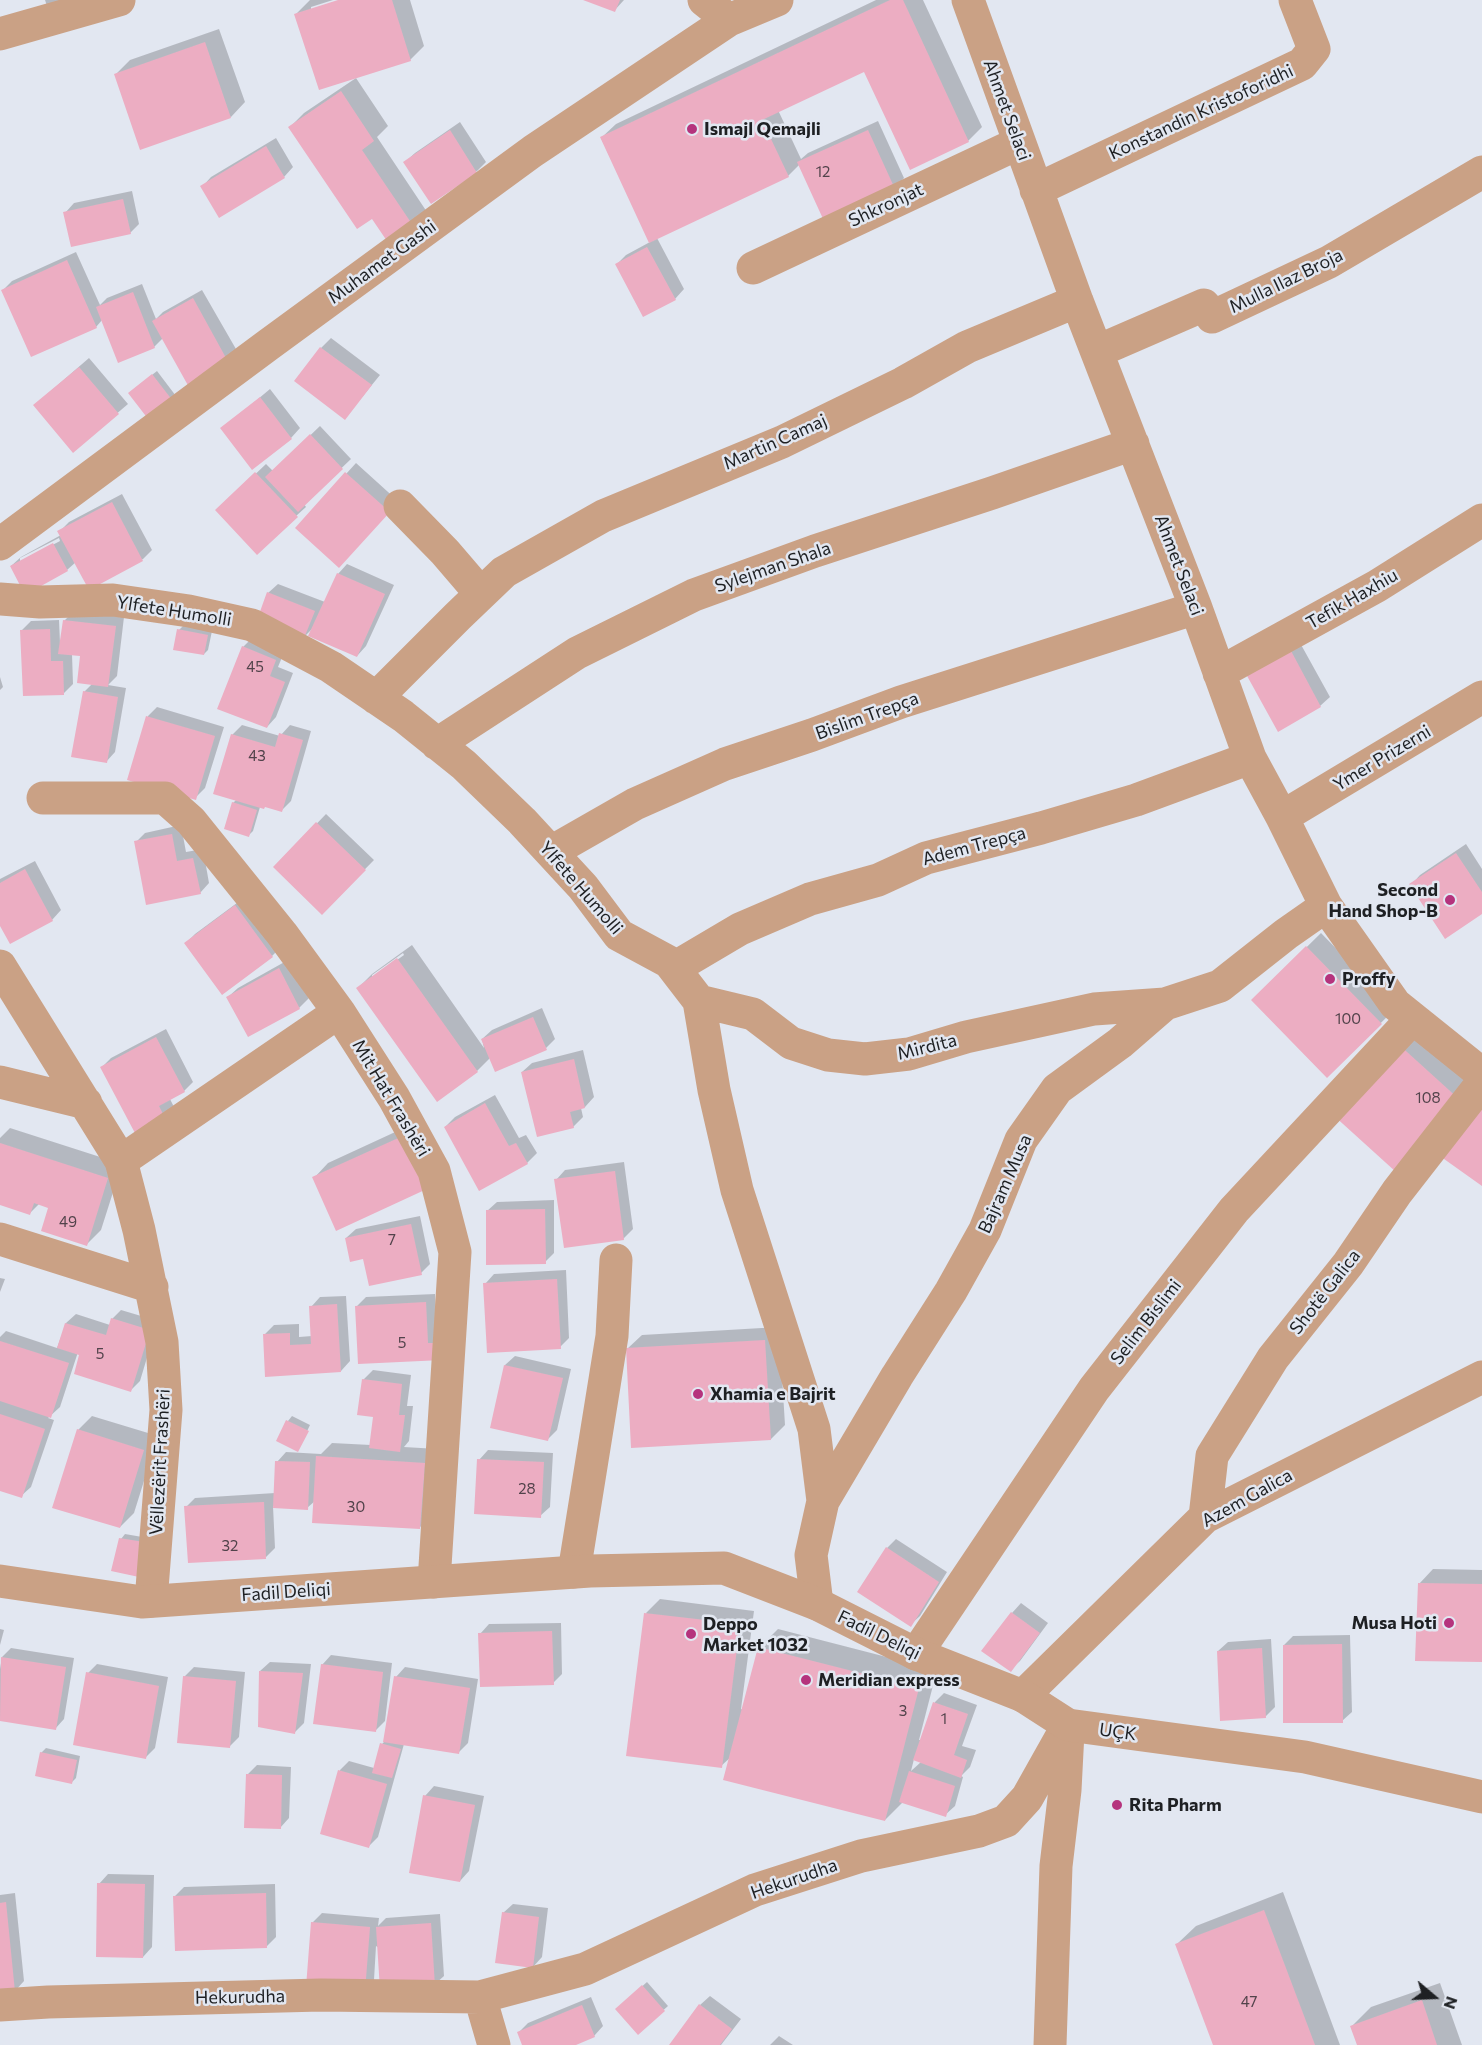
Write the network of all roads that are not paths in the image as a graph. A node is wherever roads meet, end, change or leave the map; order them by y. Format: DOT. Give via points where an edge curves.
graph roads {
  1 [pos="119,0"];
  2 [pos="704,0"];
  3 [pos="777,0"];
  4 [pos="968,0"];
  5 [pos="1295,0"];
  6 [pos="729,20"];
  7 [pos="0,34"];
  8 [pos="1019,143"];
  9 [pos="1479,183"];
  10 [pos="1036,190"];
  11 [pos="753,267"];
  12 [pos="1077,302"];
  13 [pos="1098,351"];
  14 [pos="1133,444"];
  15 [pos="400,506"];
  16 [pos="1482,520"];
  17 [pos="0,544"];
  18 [pos="481,594"];
  19 [pos="0,599"];
  20 [pos="1196,608"];
  21 [pos="1219,673"];
  22 [pos="1482,697"];
  23 [pos="376,698"];
  24 [pos="437,744"];
  25 [pos="1250,758"];
  26 [pos="43,798"];
  27 [pos="1282,817"];
  28 [pos="551,852"];
  29 [pos="1326,906"];
  30 [pos="0,966"];
  31 [pos="674,968"];
  32 [pos="699,1001"];
  33 [pos="1165,1004"];
  34 [pos="339,1012"];
  35 [pos="1412,1019"];
  36 [pos="1482,1074"];
  37 [pos="0,1082"];
  38 [pos="1482,1083"];
  39 [pos="86,1103"];
  40 [pos="121,1161"];
  41 [pos="0,1239"];
  42 [pos="616,1260"];
  43 [pos="152,1287"];
  44 [pos="1482,1377"];
  45 [pos="824,1502"];
  46 [pos="1205,1517"];
  47 [pos="574,1572"];
  48 [pos="0,1581"];
  49 [pos="434,1582"];
  50 [pos="151,1602"];
  51 [pos="817,1604"];
  52 [pos="916,1654"];
  53 [pos="1023,1696"];
  54 [pos="1068,1725"];
  55 [pos="1482,1797"];
  56 [pos="480,1997"];
  57 [pos="0,2005"];
  58 [pos="494,2045"];
  59 [pos="1050,2045"];
  1 -- 7 [label="street"];
  2 -- 6 [label="street"];
  3 -- 6 [label="street, Muhamet Gashi"];
  4 -- 8 [label="street, Ahmet Selaci"];
  5 -- 10 [label="street, Konstandin Kristoforidhi" via="1314,49 1302,64"];
  6 -- 17 [label="street, Muhamet Gashi" via="533,151"];
  8 -- 10 [label="street, Ahmet Selaci"];
  8 -- 11 [label="street, Shkronjat"];
  9 -- 13 [label="street, Mulla Ilaz Broja" via="1329,262 1212,317 1204,305"];
  10 -- 12 [label="street, Ahmet Selaci"];
  12 -- 13 [label="street, Ahmet Selaci"];
  12 -- 18 [label="street, Martin Camaj" via="967,347 782,442 603,516 504,572"];
  13 -- 14 [label="street, Ahmet Selaci"];
  14 -- 20 [label="street, Ahmet Selaci"];
  14 -- 24 [label="street, Sylejman Shala" via="694,595 578,653"];
  15 -- 18 [label="street"];
  16 -- 21 [label="street, Tefik Haxhiu" via="1377,586"];
  18 -- 23 [label="street, Martin Camaj"];
  19 -- 23 [label="street, Ylfete Humolli" via="113,600 252,625 331,667"];
  20 -- 21 [label="street, Ahmet Selaci"];
  20 -- 28 [label="street, Bislim Trepça" via="901,702 725,764 635,804"];
  21 -- 25 [label="street, Ahmet Selaci"];
  22 -- 27 [label="street, Ymer Prizerni"];
  23 -- 24 [label="street, Ylfete Humolli"];
  24 -- 28 [label="street, Ylfete Humolli" via="464,765"];
  25 -- 27 [label="street, Ahmet Selaci"];
  25 -- 31 [label="street, Adem Trepça" via="1136,800 926,858 878,880 810,899 740,929"];
  26 -- 34 [label="street, Mit Hat Frashëri" via="165,798 191,821"];
  27 -- 29 [label="street, Ahmet Selaci"];
  28 -- 31 [label="street, Ylfete Humolli" via="619,934"];
  29 -- 33 [label="street, Bajram Musa" via="1220,986"];
  29 -- 35 [label="street, Ahmet Selaci" via="1395,1004"];
  30 -- 39 [label="street, Vëllezërit Frashëri"];
  31 -- 32 [label="street, Ylfete Humolli"];
  32 -- 33 [label="street, Mirdita" via="753,1014 791,1043 828,1055 865,1059 909,1054 966,1037 1094,1009"];
  32 -- 45 [label="street, Ylfete Humolli" via="737,1190 814,1429"];
  33 -- 45 [label="street, Bajram Musa" via="1057,1089 1021,1140 969,1260"];
  34 -- 40 [label="street"];
  34 -- 49 [label="street, Mit Hat Frashëri" via="394,1098 434,1171 455,1252"];
  35 -- 36 [label="street, Ahmet Selaci"];
  35 -- 52 [label="street, Selim Bislimi" via="1226,1220 1094,1389"];
  37 -- 39 [label="street"];
  38 -- 46 [label="street, Shotë Galica" via="1273,1358 1212,1456"];
  39 -- 40 [label="street, Vëllezërit Frashëri"];
  40 -- 43 [label="street, Vëllezërit Frashëri"];
  41 -- 43 [label="street"];
  42 -- 47 [label="street" via="612,1336"];
  43 -- 50 [label="street, Vëllezërit Frashëri" via="162,1342 166,1410"];
  44 -- 46 [label="street, Azem Galica"];
  45 -- 51 [label="street, Ylfete Humolli" via="811,1555"];
  46 -- 53 [label="street, Azem Galica"];
  47 -- 49 [label="street, Fadil Deliqi"];
  47 -- 51 [label="street, Fadil Deliqi" via="724,1568"];
  48 -- 50 [label="street, Fadil Deliqi"];
  49 -- 50 [label="street, Fadil Deliqi"];
  51 -- 52 [label="street, Fadil Deliqi"];
  52 -- 53 [label="street, Fadil Deliqi"];
  53 -- 54 [label="street, Fadil Deliqi"];
  54 -- 55 [label="street, UÇK" via="1305,1757"];
  54 -- 56 [label="street, Hekurudha" via="1027,1797 1006,1821 979,1831 861,1856 755,1890 585,1969"];
  54 -- 59 [label="street" via="1056,1866"];
  56 -- 57 [label="street, Hekurudha" via="309,1996"];
  56 -- 58 [label="street"];
}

+-------+

DESCRIPTION OF THE TASK ▸
Leave out the pictures and output the rest of the material exactly as written.

ANSWER FOR THE TASK ▸
Write the network of all roads that are not paths in the image as a graph. A node is wherever roads meet, end, change or leave the map; order them by y. Format: DOT. Give via points where an edge curves.
graph roads {
  1 [pos="119,0"];
  2 [pos="704,0"];
  3 [pos="777,0"];
  4 [pos="968,0"];
  5 [pos="1295,0"];
  6 [pos="729,20"];
  7 [pos="0,34"];
  8 [pos="1019,143"];
  9 [pos="1479,183"];
  10 [pos="1036,190"];
  11 [pos="753,267"];
  12 [pos="1077,302"];
  13 [pos="1098,351"];
  14 [pos="1133,444"];
  15 [pos="400,506"];
  16 [pos="1482,520"];
  17 [pos="0,544"];
  18 [pos="481,594"];
  19 [pos="0,599"];
  20 [pos="1196,608"];
  21 [pos="1219,673"];
  22 [pos="1482,697"];
  23 [pos="376,698"];
  24 [pos="437,744"];
  25 [pos="1250,758"];
  26 [pos="43,798"];
  27 [pos="1282,817"];
  28 [pos="551,852"];
  29 [pos="1326,906"];
  30 [pos="0,966"];
  31 [pos="674,968"];
  32 [pos="699,1001"];
  33 [pos="1165,1004"];
  34 [pos="339,1012"];
  35 [pos="1412,1019"];
  36 [pos="1482,1074"];
  37 [pos="0,1082"];
  38 [pos="1482,1083"];
  39 [pos="86,1103"];
  40 [pos="121,1161"];
  41 [pos="0,1239"];
  42 [pos="616,1260"];
  43 [pos="152,1287"];
  44 [pos="1482,1377"];
  45 [pos="824,1502"];
  46 [pos="1205,1517"];
  47 [pos="574,1572"];
  48 [pos="0,1581"];
  49 [pos="434,1582"];
  50 [pos="151,1602"];
  51 [pos="817,1604"];
  52 [pos="916,1654"];
  53 [pos="1023,1696"];
  54 [pos="1068,1725"];
  55 [pos="1482,1797"];
  56 [pos="480,1997"];
  57 [pos="0,2005"];
  58 [pos="494,2045"];
  59 [pos="1050,2045"];
  1 -- 7 [label="street"];
  2 -- 6 [label="street"];
  3 -- 6 [label="street, Muhamet Gashi"];
  4 -- 8 [label="street, Ahmet Selaci"];
  5 -- 10 [label="street, Konstandin Kristoforidhi" via="1314,49 1302,64"];
  6 -- 17 [label="street, Muhamet Gashi" via="533,151"];
  8 -- 10 [label="street, Ahmet Selaci"];
  8 -- 11 [label="street, Shkronjat"];
  9 -- 13 [label="street, Mulla Ilaz Broja" via="1329,262 1212,317 1204,305"];
  10 -- 12 [label="street, Ahmet Selaci"];
  12 -- 13 [label="street, Ahmet Selaci"];
  12 -- 18 [label="street, Martin Camaj" via="967,347 782,442 603,516 504,572"];
  13 -- 14 [label="street, Ahmet Selaci"];
  14 -- 20 [label="street, Ahmet Selaci"];
  14 -- 24 [label="street, Sylejman Shala" via="694,595 578,653"];
  15 -- 18 [label="street"];
  16 -- 21 [label="street, Tefik Haxhiu" via="1377,586"];
  18 -- 23 [label="street, Martin Camaj"];
  19 -- 23 [label="street, Ylfete Humolli" via="113,600 252,625 331,667"];
  20 -- 21 [label="street, Ahmet Selaci"];
  20 -- 28 [label="street, Bislim Trepça" via="901,702 725,764 635,804"];
  21 -- 25 [label="street, Ahmet Selaci"];
  22 -- 27 [label="street, Ymer Prizerni"];
  23 -- 24 [label="street, Ylfete Humolli"];
  24 -- 28 [label="street, Ylfete Humolli" via="464,765"];
  25 -- 27 [label="street, Ahmet Selaci"];
  25 -- 31 [label="street, Adem Trepça" via="1136,800 926,858 878,880 810,899 740,929"];
  26 -- 34 [label="street, Mit Hat Frashëri" via="165,798 191,821"];
  27 -- 29 [label="street, Ahmet Selaci"];
  28 -- 31 [label="street, Ylfete Humolli" via="619,934"];
  29 -- 33 [label="street, Bajram Musa" via="1220,986"];
  29 -- 35 [label="street, Ahmet Selaci" via="1395,1004"];
  30 -- 39 [label="street, Vëllezërit Frashëri"];
  31 -- 32 [label="street, Ylfete Humolli"];
  32 -- 33 [label="street, Mirdita" via="753,1014 791,1043 828,1055 865,1059 909,1054 966,1037 1094,1009"];
  32 -- 45 [label="street, Ylfete Humolli" via="737,1190 814,1429"];
  33 -- 45 [label="street, Bajram Musa" via="1057,1089 1021,1140 969,1260"];
  34 -- 40 [label="street"];
  34 -- 49 [label="street, Mit Hat Frashëri" via="394,1098 434,1171 455,1252"];
  35 -- 36 [label="street, Ahmet Selaci"];
  35 -- 52 [label="street, Selim Bislimi" via="1226,1220 1094,1389"];
  37 -- 39 [label="street"];
  38 -- 46 [label="street, Shotë Galica" via="1273,1358 1212,1456"];
  39 -- 40 [label="street, Vëllezërit Frashëri"];
  40 -- 43 [label="street, Vëllezërit Frashëri"];
  41 -- 43 [label="street"];
  42 -- 47 [label="street" via="612,1336"];
  43 -- 50 [label="street, Vëllezërit Frashëri" via="162,1342 166,1410"];
  44 -- 46 [label="street, Azem Galica"];
  45 -- 51 [label="street, Ylfete Humolli" via="811,1555"];
  46 -- 53 [label="street, Azem Galica"];
  47 -- 49 [label="street, Fadil Deliqi"];
  47 -- 51 [label="street, Fadil Deliqi" via="724,1568"];
  48 -- 50 [label="street, Fadil Deliqi"];
  49 -- 50 [label="street, Fadil Deliqi"];
  51 -- 52 [label="street, Fadil Deliqi"];
  52 -- 53 [label="street, Fadil Deliqi"];
  53 -- 54 [label="street, Fadil Deliqi"];
  54 -- 55 [label="street, UÇK" via="1305,1757"];
  54 -- 56 [label="street, Hekurudha" via="1027,1797 1006,1821 979,1831 861,1856 755,1890 585,1969"];
  54 -- 59 [label="street" via="1056,1866"];
  56 -- 57 [label="street, Hekurudha" via="309,1996"];
  56 -- 58 [label="street"];
}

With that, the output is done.